:: EXERCISE INPUT

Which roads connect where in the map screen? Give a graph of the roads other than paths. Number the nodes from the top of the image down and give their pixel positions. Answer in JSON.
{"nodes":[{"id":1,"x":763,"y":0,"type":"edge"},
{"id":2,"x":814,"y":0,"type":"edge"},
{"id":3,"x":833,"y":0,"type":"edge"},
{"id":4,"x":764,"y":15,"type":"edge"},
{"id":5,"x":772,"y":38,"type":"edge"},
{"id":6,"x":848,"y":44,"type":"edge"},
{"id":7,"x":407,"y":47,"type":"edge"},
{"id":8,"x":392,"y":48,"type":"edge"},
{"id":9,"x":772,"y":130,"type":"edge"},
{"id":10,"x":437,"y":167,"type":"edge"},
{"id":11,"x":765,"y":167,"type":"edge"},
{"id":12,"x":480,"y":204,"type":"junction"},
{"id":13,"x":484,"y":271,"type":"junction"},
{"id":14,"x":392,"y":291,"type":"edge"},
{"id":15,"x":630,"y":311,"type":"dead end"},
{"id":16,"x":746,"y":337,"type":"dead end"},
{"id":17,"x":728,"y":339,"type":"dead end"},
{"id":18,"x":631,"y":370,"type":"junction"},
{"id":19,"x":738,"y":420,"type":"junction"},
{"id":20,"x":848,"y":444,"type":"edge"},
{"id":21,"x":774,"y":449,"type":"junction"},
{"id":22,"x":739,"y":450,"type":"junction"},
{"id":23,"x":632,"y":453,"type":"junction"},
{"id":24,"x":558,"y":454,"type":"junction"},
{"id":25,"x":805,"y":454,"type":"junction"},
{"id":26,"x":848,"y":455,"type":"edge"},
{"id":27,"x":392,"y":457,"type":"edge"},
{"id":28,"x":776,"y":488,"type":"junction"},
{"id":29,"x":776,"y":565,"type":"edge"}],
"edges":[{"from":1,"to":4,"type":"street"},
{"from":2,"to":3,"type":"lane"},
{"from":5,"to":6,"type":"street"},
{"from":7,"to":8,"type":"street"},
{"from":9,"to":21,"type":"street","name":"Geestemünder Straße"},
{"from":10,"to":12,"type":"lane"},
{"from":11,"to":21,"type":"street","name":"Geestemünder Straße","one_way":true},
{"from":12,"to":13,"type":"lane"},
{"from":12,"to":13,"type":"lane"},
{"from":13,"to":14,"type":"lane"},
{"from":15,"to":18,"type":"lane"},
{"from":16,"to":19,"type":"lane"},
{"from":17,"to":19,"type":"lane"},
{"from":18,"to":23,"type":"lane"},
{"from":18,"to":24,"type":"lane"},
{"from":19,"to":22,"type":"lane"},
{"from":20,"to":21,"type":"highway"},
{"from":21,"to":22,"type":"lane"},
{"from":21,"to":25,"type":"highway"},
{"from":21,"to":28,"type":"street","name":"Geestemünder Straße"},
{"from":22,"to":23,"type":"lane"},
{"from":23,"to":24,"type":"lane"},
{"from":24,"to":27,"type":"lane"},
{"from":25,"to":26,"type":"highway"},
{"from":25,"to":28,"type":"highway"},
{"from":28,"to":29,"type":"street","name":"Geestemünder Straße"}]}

::::

**TASK GOAL:**
Copy out all of the data. Keep every word unchanged.

**RESPONSE AREA:**
Which roads connect where in the map screen? Give a graph of the roads other than paths. Number the nodes from the top of the image down and give their pixel positions. Answer in JSON.
{"nodes":[{"id":1,"x":763,"y":0,"type":"edge"},
{"id":2,"x":814,"y":0,"type":"edge"},
{"id":3,"x":833,"y":0,"type":"edge"},
{"id":4,"x":764,"y":15,"type":"edge"},
{"id":5,"x":772,"y":38,"type":"edge"},
{"id":6,"x":848,"y":44,"type":"edge"},
{"id":7,"x":407,"y":47,"type":"edge"},
{"id":8,"x":392,"y":48,"type":"edge"},
{"id":9,"x":772,"y":130,"type":"edge"},
{"id":10,"x":437,"y":167,"type":"edge"},
{"id":11,"x":765,"y":167,"type":"edge"},
{"id":12,"x":480,"y":204,"type":"junction"},
{"id":13,"x":484,"y":271,"type":"junction"},
{"id":14,"x":392,"y":291,"type":"edge"},
{"id":15,"x":630,"y":311,"type":"dead end"},
{"id":16,"x":746,"y":337,"type":"dead end"},
{"id":17,"x":728,"y":339,"type":"dead end"},
{"id":18,"x":631,"y":370,"type":"junction"},
{"id":19,"x":738,"y":420,"type":"junction"},
{"id":20,"x":848,"y":444,"type":"edge"},
{"id":21,"x":774,"y":449,"type":"junction"},
{"id":22,"x":739,"y":450,"type":"junction"},
{"id":23,"x":632,"y":453,"type":"junction"},
{"id":24,"x":558,"y":454,"type":"junction"},
{"id":25,"x":805,"y":454,"type":"junction"},
{"id":26,"x":848,"y":455,"type":"edge"},
{"id":27,"x":392,"y":457,"type":"edge"},
{"id":28,"x":776,"y":488,"type":"junction"},
{"id":29,"x":776,"y":565,"type":"edge"}],
"edges":[{"from":1,"to":4,"type":"street"},
{"from":2,"to":3,"type":"lane"},
{"from":5,"to":6,"type":"street"},
{"from":7,"to":8,"type":"street"},
{"from":9,"to":21,"type":"street","name":"Geestemünder Straße"},
{"from":10,"to":12,"type":"lane"},
{"from":11,"to":21,"type":"street","name":"Geestemünder Straße","one_way":true},
{"from":12,"to":13,"type":"lane"},
{"from":12,"to":13,"type":"lane"},
{"from":13,"to":14,"type":"lane"},
{"from":15,"to":18,"type":"lane"},
{"from":16,"to":19,"type":"lane"},
{"from":17,"to":19,"type":"lane"},
{"from":18,"to":23,"type":"lane"},
{"from":18,"to":24,"type":"lane"},
{"from":19,"to":22,"type":"lane"},
{"from":20,"to":21,"type":"highway"},
{"from":21,"to":22,"type":"lane"},
{"from":21,"to":25,"type":"highway"},
{"from":21,"to":28,"type":"street","name":"Geestemünder Straße"},
{"from":22,"to":23,"type":"lane"},
{"from":23,"to":24,"type":"lane"},
{"from":24,"to":27,"type":"lane"},
{"from":25,"to":26,"type":"highway"},
{"from":25,"to":28,"type":"highway"},
{"from":28,"to":29,"type":"street","name":"Geestemünder Straße"}]}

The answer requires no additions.